Дискуссия по диалогу “Федр”

А.В.Ахутин. ... В связи с образом “бледный”. Мне кажется, что те замечательные стихи, которые Вы привели, несколько искажают, изменяют этот образ, по сравнению с тем, как он дан античной традицией, скажем так, платонистской. И у самого Платона, в первую очередь, поскольку он его выдумал. Во-первых, не “бледный”, а — белый, белый — цвет Солнца, белый — по сравнению с цветами, которые рождаются, когда этот белый цвет Солнца расщепляется. Бледный значит лишенный цветов, а белый — цвет Солнца, их собранность и предельная уплотненность в чем-то одном, они — там, от них никто не абстрагировался, не отвлекся, они — эти цвета, пестрейшие и живописные и т.д…. Равно и образы, и жизнь, — все в этом свете истины так же точно уплотнено, как слова стиха в одном некоем слове. Белый, а не бледный, цвет Солнца, а не тени потусторонние. И в “Государстве” высшая идея описывается, как Вы помните, по аналогии с Солнцем. Это то, что вообще дает возможность мыслить, точно так же, как свет, сам по себе невидимый, дает возможность видеть…

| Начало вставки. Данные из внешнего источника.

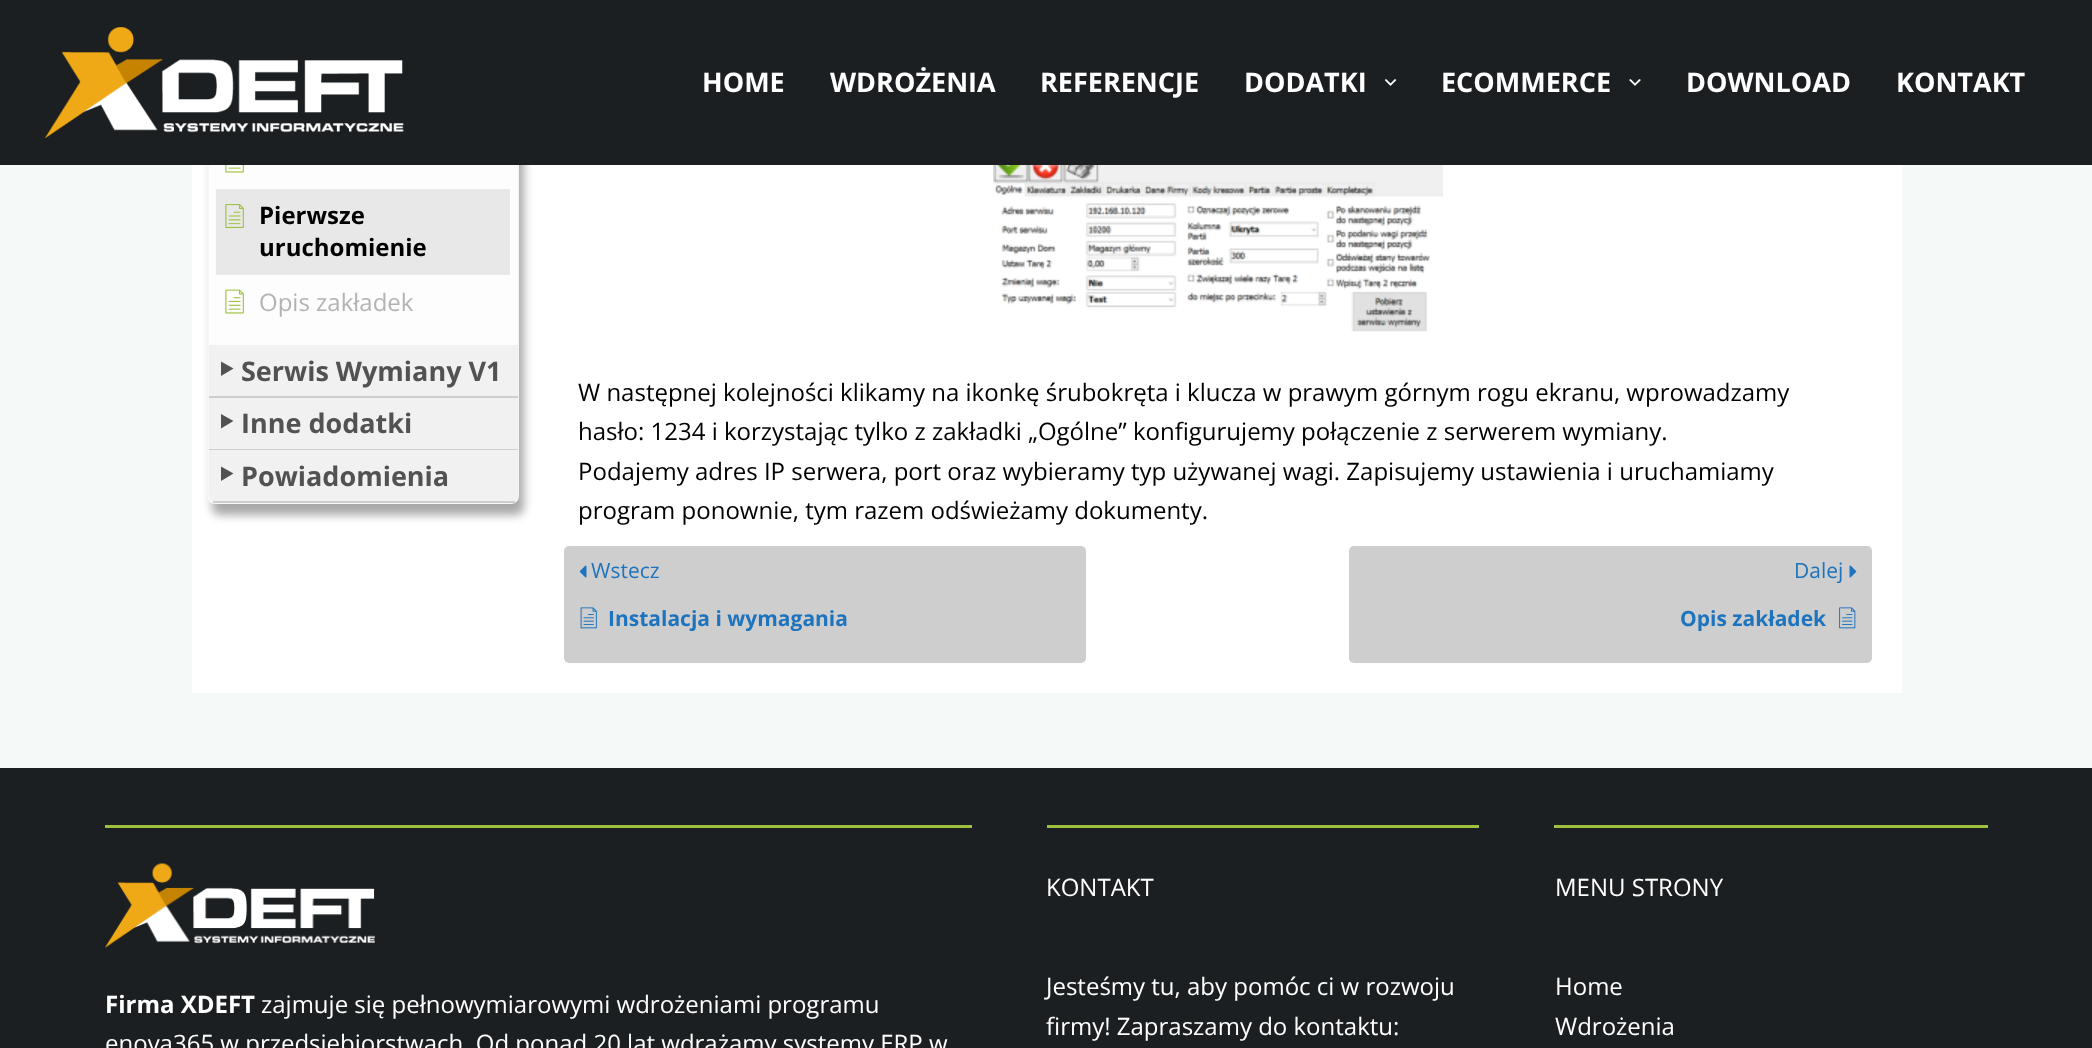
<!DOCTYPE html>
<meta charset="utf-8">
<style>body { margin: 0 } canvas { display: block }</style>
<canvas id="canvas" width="2092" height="1048"></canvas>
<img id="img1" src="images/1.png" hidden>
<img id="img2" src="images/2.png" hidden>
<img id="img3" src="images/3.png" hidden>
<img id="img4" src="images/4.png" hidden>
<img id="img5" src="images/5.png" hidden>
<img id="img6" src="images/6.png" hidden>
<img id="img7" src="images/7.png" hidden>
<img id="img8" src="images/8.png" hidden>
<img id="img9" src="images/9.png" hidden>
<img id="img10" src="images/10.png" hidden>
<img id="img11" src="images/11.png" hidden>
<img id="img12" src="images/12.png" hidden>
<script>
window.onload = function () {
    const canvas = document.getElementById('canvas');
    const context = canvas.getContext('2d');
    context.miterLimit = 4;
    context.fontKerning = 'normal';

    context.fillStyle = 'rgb(245, 249, 247)';
    context.fillRect(0, 0, 2092, 1048);
    context.fillStyle = 'rgb(255, 255, 255)';
    context.fillRect(192, 165, 342, 528);
    context.fillStyle = 'rgba(0, 0, 0, 0.34)';
    context.filter = 'blur(5px)';
    context.beginPath();
    context.roundRect(212, -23, 312, 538, 8);
    context.fill();
    context.filter = 'none';
    context.fillStyle = 'rgb(253, 253, 253)';
    context.beginPath();
    context.roundRect(208, -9, 310, 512, 7);
    context.fill();
    context.strokeStyle = 'rgb(247, 247, 247)';
    context.lineWidth = 2;
    context.stroke();
    context.fillStyle = 'rgb(27, 31, 33)';
    context.fillRect(0, 0, 2092, 165);
    context.drawImage(document.getElementById('img1'), 45, 27, 359, 112);
    context.drawImage(document.getElementById('img2'), 1385, 79, 12, 7);
    context.drawImage(document.getElementById('img3'), 1629, 79, 12, 7);
    context.drawImage(document.getElementById('img4'), 225, 165, 19, 8);
    context.fillStyle = 'rgb(232, 232, 232)';
    context.fillRect(216, 189, 294, 86);
    context.drawImage(document.getElementById('img5'), 225, 204, 19, 24);
    context.drawImage(document.getElementById('img6'), 225, 289, 19, 25);
    context.fillStyle = 'rgb(241, 241, 241)';
    context.fillRect(209, 345, 309, 51);
    context.fillStyle = 'rgb(205, 205, 205)';
    context.fillRect(209, 396, 309, 2);
    context.fillStyle = 'rgb(82, 82, 82)';
    context.beginPath();
    context.moveTo(221, 361.5);
    context.lineTo(233.5, 368.5);
    context.lineTo(221, 376);
    context.closePath();
    context.fill();
    context.fillStyle = 'rgb(241, 241, 241)';
    context.fillRect(209, 398, 309, 51);
    context.fillStyle = 'rgb(205, 205, 205)';
    context.fillRect(209, 449, 309, 1);
    context.fillStyle = 'rgb(82, 82, 82)';
    context.beginPath();
    context.moveTo(221, 414);
    context.lineTo(233.5, 421);
    context.lineTo(221, 428.5);
    context.closePath();
    context.fill();
    context.fillStyle = 'rgb(241, 241, 241)';
    context.beginPath();
    context.roundRect(209, 450, 309, 53, [0, 0, 8, 8]);
    context.fill();
    context.fillStyle = 'rgb(205, 205, 205)';
    context.fillRect(213, 501, 302, 2);
    context.fillStyle = 'rgb(82, 82, 82)';
    context.beginPath();
    context.moveTo(221, 466.5);
    context.lineTo(233.5, 473.5);
    context.lineTo(221, 481);
    context.closePath();
    context.fill();
    context.fillStyle = 'rgb(255, 255, 255)';
    context.fillRect(534, 165, 1368, 528);
    context.drawImage(document.getElementById('img7'), 993, 165, 450, 167);
    context.fillStyle = 'rgb(206, 206, 206)';
    context.beginPath();
    context.roundRect(564, 546, 522, 117, 5);
    context.fill();
    context.drawImage(document.getElementById('img8'), 579, 565, 8, 13);
    context.drawImage(document.getElementById('img9'), 580, 607, 17, 22);
    context.beginPath();
    context.roundRect(1349, 546, 523, 117, 5);
    context.fill();
    context.drawImage(document.getElementById('img10'), 1849, 565, 8, 13);
    context.drawImage(document.getElementById('img11'), 1839, 607, 17, 22);
    context.fillStyle = 'rgb(27, 31, 33)';
    context.fillRect(0, 768, 2092, 280);
    context.fillStyle = 'rgb(157, 193, 62)';
    context.fillRect(105, 825, 867, 3);
    context.drawImage(document.getElementById('img12'), 105, 863, 270, 85);
    context.fillRect(1047, 825, 432, 3);
    context.fillRect(1554, 825, 434, 3);
    context.font = 'bold 27px Open Sans';
    context.fillStyle = 'rgb(255, 255, 255)';
    context.fillText('HOME', 702, 92);
    context.fillText('WDROŻENIA', 830, 92);
    context.fillText('REFERENCJE', 1040, 92);
    context.fillText('DODATKI', 1244, 92);
    context.fillText('ECOMMERCE', 1441, 92);
    context.fillText('DOWNLOAD', 1686, 92);
    context.fillText('KONTAKT', 1896, 92);
    context.font = 'bold 24px Open Sans';
    context.fillStyle = 'rgb(0, 0, 0)';
    context.fillText('Pierwsze', 259, 224);
    context.fillText('uruchomienie', 259, 256);
    context.font = '24px Open Sans';
    context.fillStyle = 'rgb(179, 179, 179)';
    context.fillText('Opis zakładek', 259, 311);
    context.font = 'bold 27px Open Sans';
    context.fillStyle = 'rgb(82, 82, 82)';
    context.fillText('Serwis Wymiany V1', 241, 381);
    context.fillText('Inne dodatki', 241, 433);
    context.fillText('Powiadomienia', 241, 486);
    context.font = '24px Open Sans';
    context.fillStyle = 'rgb(0, 0, 0)';
    context.fillText('W następnej kolejności klikamy na ikonkę śrubokręta i klucza w prawym górnym rogu ekranu, wprowadzamy', 578, 401);
    context.fillText('hasło: 1234 i korzystając tylko z zakładki „Ogólne” konfigurujemy połączenie z serwerem wymiany.', 578, 440);
    context.fillText('Podajemy adres IP serwera, port oraz wybieramy typ używanej wagi. Zapisujemy ustawienia i uruchamiamy', 578, 480);
    context.fillText('program ponownie, tym razem odświeżamy dokumenty.', 578, 519);
    context.font = '21px Open Sans';
    context.fillStyle = 'rgb(30, 115, 190)';
    context.fillText('Wstecz', 591, 578);
    context.font = 'bold 21px Open Sans';
    context.fillText('Instalacja i wymagania', 608, 626);
    context.font = '21px Open Sans';
    context.fillText('Dalej', 1794, 578);
    context.font = 'bold 21px Open Sans';
    context.fillText('Opis zakładek', 1680, 626);
    context.font = 'bold 24px Open Sans';
    context.fillStyle = 'rgb(255, 255, 255)';
    context.fillText('Firma XDEFT', 105, 1013);
    context.font = '24px Open Sans';
    context.fillText('zajmuje się pełnowymiarowymi wdrożeniami programu', 261, 1013);
    context.fillText('enova365 w przedsiębiorstwach. Od ponad 20 lat wdrażamy systemy ERP w', 105, 1052);
    context.fillText('KONTAKT', 1046, 896);
    context.fillText('Jesteśmy tu, aby pomóc ci w rozwoju', 1046, 995);
    context.fillText('firmy! Zapraszamy do kontaktu:', 1046, 1035);
    context.fillText('MENU STRONY', 1555, 896);
    context.fillText('Home', 1555, 995);
    context.fillText('Wdrożenia', 1555, 1035);
};
</script>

В. Библер. Нет, здесь существенно, что белый есть ослепляющий, лишенный многообразия цветов, образов, видений (или — “снявший” их?), и в этом своем смысле, значении “бледный”, стоящий в одном ряду с “не имеющим очертаний и начал”. Действительно, в “Государстве” образ истины приобретает уже более богатый смысл. Однако в диалоге “Федр” возникает странное, а между тем, наиболее характерное для всей Античности раздвоение двух понятий начала: начала как души, которая обращена к самой себе и движет сама себя, и начала, которое эта душа наблюдает и которое оказывается абсолютно безначальным и не способным давать движение. Сократ (или Платон) специально говорит, что начало движению дает именно душа — в своем начале, в обращенности к самой себе. Там, где кончается анализ души, кончается анализ начала и анализ движения. И эта бесцветная и — Сократ продолжает — “без очертаний” истина поэтому в XIX веке, в ХХ веке именно так воспринимается, конечно, через пройденное время, через искус разговора со Средневековьем, особенно — через искус разговора с Новым временем.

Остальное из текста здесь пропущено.